This is for a handout to parents of a special education class. They speak no English, and the teacher speaks no Spanish. Thus general partial stock phrases are provided on the sheet and she translates only the activity needed.

In English the sheet would say:

I need to work on __.

In Spanish, would it work to say:

Necesito trabajar en __.

Keep in mind that it must be neutral and work for a variety of activities. Is the way 'en' refer to an activity equivalent to the English 'on'? Would another verb be better suited, such as 'practicar'?

  • It's ok for me. "Practicar" is a litle less general ("to practice").
    – leonbloy
    Aug 23 '13 at 18:01
  • Interesting. I always considered en to be like in. But the only other similar word I can think of would be sobre. Not a native Spanish speaker though, so I'm interested to see what others say about this!
    – WendiKidd
    Aug 23 '13 at 21:21
  • @WendiKidd "en" can mean "in" or "on" depending on context (in fact this is often a point of confusion for native Spanish speakers speaking English). For example, "ponlo en la mesa" = "put it on the table". You wouldn't say "ponlo sobre la mesa" for something like a bowl or plate.
    – neizan
    Aug 24 '13 at 10:10
  • @Meep it would help if you gave a few examples of the activities.
    – neizan
    Aug 24 '13 at 10:13
  • "...to work on..." could mean to improve or to practice so it may be better to use the appropriate one.
    – BrianA
    Aug 24 '13 at 15:24

Here is an answer from a Spaniard from Spain, which doesn't mean mine is better than the rest. However, I can tell from my experience that...

When you want to use the verb "trabajar" meaning "to improve" or "to practice" you can use it with "en", "sobre" and "con". For instance, "necesito trabajar en ello" = "necesito trabajar sobre ello" = "necesito trabajar con ello". The word "ello" could be substituted by what I need to improve or practice. It's very common to get rid of all these propositions when the object is clearly identified.

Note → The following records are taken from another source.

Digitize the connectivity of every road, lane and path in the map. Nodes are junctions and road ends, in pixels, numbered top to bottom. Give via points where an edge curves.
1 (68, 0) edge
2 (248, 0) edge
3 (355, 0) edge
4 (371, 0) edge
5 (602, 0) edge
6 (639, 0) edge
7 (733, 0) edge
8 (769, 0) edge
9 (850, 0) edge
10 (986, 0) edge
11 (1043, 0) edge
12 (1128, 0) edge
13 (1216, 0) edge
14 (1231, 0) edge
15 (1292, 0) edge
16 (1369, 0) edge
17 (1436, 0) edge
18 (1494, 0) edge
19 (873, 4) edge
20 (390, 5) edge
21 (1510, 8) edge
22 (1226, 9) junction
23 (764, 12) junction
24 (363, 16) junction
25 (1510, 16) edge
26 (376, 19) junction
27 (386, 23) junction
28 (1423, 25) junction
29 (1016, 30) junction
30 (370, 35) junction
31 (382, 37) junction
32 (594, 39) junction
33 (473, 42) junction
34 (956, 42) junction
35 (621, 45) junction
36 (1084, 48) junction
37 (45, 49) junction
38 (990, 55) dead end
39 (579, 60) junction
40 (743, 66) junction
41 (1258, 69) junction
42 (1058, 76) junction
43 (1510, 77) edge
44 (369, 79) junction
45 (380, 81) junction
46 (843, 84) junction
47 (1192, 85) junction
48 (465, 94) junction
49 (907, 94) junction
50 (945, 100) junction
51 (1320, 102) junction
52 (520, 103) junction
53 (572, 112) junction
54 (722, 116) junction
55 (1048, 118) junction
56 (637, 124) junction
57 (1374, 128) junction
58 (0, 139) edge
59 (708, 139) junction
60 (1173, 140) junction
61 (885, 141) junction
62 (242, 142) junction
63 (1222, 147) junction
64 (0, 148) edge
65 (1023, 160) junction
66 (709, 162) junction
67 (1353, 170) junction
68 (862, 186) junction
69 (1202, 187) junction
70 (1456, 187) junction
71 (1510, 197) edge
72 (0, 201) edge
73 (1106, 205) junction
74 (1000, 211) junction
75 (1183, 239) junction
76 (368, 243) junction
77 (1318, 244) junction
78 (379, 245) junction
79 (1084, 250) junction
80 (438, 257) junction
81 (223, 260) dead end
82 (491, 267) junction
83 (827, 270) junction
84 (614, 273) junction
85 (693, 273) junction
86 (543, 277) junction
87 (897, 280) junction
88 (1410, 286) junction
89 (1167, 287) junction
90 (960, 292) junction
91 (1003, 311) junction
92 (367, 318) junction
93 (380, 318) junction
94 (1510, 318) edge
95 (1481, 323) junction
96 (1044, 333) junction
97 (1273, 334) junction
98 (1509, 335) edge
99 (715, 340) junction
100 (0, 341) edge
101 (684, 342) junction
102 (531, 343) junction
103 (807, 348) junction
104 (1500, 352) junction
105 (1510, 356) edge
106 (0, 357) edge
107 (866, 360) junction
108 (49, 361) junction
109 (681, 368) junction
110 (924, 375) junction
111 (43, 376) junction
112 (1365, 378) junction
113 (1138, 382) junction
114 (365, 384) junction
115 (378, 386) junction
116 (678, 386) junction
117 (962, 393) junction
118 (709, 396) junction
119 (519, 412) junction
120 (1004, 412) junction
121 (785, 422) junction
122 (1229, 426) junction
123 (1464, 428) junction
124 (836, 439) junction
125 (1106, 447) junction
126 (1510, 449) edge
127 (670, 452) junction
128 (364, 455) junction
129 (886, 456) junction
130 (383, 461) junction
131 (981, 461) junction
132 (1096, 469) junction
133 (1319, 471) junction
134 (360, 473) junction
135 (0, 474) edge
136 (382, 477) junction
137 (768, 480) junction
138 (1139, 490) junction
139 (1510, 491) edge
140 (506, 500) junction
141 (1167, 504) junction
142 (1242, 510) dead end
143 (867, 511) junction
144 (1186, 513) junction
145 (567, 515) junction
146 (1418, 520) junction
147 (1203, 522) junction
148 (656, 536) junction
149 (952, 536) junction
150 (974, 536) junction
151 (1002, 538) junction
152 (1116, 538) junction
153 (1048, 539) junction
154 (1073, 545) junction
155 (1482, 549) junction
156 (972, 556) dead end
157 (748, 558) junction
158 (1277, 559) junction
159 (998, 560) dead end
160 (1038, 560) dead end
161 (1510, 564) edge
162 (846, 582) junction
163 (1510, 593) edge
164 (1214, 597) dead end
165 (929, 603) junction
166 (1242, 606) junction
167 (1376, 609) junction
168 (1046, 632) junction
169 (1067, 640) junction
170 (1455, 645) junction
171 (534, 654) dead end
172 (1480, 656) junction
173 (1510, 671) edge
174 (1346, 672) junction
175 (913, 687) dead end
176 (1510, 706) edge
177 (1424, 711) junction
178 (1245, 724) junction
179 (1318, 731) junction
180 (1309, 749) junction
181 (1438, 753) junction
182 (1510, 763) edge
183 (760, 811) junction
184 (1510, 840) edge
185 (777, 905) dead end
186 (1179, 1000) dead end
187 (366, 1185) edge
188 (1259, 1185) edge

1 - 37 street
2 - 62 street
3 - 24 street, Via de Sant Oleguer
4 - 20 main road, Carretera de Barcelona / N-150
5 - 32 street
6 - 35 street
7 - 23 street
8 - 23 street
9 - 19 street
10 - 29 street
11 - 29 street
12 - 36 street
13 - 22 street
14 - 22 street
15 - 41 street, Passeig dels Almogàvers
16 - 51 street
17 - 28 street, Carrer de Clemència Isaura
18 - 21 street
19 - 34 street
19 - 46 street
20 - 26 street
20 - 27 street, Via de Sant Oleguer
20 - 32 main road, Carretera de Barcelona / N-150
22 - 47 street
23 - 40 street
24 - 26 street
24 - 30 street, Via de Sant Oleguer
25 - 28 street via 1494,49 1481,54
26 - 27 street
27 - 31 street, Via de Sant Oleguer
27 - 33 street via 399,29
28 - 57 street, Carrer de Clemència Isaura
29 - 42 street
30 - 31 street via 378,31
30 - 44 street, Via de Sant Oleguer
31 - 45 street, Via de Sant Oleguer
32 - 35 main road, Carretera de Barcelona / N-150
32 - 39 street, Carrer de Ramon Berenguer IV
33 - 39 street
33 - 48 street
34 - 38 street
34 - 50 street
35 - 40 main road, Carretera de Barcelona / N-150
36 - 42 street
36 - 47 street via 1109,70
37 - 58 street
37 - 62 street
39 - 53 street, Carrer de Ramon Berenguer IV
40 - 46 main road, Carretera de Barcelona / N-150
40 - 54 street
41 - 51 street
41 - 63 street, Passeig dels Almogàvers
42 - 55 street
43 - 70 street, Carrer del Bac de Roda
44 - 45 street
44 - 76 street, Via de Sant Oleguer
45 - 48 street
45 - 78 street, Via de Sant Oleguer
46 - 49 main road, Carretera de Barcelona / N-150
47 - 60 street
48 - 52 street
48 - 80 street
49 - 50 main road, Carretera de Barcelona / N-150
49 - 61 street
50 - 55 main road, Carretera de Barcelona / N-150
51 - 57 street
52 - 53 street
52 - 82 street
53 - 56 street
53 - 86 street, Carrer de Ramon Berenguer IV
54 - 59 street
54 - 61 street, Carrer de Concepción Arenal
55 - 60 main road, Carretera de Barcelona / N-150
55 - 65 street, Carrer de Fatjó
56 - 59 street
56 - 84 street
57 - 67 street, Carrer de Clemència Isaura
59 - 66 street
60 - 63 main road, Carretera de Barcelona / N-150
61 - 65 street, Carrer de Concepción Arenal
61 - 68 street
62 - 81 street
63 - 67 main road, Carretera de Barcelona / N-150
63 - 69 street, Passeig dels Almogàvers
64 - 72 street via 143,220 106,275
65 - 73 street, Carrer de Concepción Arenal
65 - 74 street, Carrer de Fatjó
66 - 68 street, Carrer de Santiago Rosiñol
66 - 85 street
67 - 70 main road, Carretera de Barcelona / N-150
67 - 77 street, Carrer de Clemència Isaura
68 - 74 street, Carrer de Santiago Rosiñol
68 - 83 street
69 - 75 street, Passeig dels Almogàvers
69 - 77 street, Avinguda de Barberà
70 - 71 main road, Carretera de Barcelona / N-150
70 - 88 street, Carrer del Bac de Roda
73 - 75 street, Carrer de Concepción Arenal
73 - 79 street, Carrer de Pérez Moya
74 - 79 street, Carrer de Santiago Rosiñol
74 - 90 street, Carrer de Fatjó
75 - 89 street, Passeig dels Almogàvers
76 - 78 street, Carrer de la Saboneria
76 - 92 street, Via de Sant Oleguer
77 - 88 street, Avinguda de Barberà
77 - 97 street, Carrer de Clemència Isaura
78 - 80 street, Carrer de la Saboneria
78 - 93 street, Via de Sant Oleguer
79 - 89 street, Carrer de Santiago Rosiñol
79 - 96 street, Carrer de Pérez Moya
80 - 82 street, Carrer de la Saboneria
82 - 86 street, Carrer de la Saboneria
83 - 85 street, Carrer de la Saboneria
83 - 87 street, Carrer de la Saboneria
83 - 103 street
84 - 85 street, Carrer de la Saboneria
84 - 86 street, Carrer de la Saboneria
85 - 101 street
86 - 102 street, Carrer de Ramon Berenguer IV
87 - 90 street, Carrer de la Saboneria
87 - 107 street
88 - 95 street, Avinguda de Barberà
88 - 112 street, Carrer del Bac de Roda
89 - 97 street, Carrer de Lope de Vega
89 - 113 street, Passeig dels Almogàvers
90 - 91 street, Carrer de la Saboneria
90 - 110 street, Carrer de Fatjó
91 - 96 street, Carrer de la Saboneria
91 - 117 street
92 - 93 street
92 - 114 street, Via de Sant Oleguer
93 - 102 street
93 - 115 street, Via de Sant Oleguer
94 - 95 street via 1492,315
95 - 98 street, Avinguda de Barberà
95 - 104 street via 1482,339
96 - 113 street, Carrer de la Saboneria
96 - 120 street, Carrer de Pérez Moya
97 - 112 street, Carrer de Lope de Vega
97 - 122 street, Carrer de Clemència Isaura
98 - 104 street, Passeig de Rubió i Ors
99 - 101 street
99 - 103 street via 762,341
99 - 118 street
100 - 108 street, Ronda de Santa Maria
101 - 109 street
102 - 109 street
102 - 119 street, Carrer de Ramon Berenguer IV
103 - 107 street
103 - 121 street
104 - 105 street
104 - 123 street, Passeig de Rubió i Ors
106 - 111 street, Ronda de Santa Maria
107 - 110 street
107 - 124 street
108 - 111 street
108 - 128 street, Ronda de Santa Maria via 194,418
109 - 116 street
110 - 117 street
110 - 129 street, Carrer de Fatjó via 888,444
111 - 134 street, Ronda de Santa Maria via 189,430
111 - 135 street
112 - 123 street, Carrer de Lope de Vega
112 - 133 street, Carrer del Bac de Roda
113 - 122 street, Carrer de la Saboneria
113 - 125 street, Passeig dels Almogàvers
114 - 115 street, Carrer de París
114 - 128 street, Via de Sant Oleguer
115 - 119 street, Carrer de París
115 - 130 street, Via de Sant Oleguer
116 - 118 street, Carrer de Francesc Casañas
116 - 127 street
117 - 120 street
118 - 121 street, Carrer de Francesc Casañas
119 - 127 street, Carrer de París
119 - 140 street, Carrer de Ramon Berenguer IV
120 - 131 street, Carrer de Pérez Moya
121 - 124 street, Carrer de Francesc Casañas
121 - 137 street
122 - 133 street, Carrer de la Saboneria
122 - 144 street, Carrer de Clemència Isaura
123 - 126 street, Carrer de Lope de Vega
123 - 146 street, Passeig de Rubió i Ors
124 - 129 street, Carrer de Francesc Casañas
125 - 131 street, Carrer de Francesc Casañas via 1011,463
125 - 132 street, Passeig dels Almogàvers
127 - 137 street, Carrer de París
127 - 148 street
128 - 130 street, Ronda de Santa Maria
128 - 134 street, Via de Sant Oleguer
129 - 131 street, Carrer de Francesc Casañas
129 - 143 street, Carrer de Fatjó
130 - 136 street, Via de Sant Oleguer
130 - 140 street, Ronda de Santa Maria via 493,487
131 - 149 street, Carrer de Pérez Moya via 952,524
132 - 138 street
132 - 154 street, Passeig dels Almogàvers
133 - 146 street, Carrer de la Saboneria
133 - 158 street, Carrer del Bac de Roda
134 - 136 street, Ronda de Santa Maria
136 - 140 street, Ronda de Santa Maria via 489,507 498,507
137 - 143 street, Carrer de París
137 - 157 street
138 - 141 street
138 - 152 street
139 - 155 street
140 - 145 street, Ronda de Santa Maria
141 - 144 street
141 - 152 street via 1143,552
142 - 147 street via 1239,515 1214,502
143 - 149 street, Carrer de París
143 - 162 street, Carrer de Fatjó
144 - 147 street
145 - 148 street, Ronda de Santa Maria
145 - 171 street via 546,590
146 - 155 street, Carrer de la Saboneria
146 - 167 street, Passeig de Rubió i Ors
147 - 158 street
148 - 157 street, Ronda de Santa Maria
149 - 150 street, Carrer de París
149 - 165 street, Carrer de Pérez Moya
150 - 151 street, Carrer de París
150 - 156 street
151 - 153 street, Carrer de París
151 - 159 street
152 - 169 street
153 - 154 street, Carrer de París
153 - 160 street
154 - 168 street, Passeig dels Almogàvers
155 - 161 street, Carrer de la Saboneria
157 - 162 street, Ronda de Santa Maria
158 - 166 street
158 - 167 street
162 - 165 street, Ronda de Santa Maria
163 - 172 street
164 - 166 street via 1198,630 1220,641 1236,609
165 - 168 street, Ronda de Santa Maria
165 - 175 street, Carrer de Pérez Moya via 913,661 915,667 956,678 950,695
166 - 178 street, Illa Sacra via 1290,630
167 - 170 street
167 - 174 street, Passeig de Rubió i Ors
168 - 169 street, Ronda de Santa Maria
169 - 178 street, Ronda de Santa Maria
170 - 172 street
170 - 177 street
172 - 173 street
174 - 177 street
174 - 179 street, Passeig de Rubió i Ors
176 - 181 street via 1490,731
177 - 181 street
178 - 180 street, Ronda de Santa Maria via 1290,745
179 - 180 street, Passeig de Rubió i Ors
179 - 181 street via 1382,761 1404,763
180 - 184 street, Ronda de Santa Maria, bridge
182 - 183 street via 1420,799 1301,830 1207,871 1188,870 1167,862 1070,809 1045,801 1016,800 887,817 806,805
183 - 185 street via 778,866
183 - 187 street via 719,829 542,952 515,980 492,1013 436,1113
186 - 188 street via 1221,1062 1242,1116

For instance, I would say "necesito trabajar el temario para el próximo examen" rather than "necesito trabajar en/sobre/con el temario para el próximo examen".

  • Thanks, the possibility of dropping the proposition entirely does simplify it.
    – Meep
    Aug 26 '13 at 18:06

I'll show a few examples containing phrases with similar meaning to "I need to work on__".
None of the examples directly translate the word work.
It is implicit in some way. I boldfaced the cases:

Tengo que mejorar mis calificaciones.
Tengo que practicar más mi español.
Necesito esforzarme más en la dieta que estoy haciendo.
Debo tomarme más en serio las normas de etiqueta.
Debo prestar más atención a los reclamos de mi esposa.

  • Thank you. To go with Arturo's answer, a good general translation might be: "Tengo que practicar..." With no need for a proposition?
    – Meep
    Aug 26 '13 at 19:49
  • @Meep "Tengo que practicar mi español.": this is OK too. But it has less emphasis, I think. Anyway, I feel that is a good translation, also. (I am a native speaker spanish, so I can tell you what sounds good to me, or if the sense of the sentence seems to be mantained when I am hearing it).
    – pablo1977
    Aug 27 '13 at 5:04
  • Thanks! I think this will be a good solution then for a general fill in the blank format for a variety of actions then.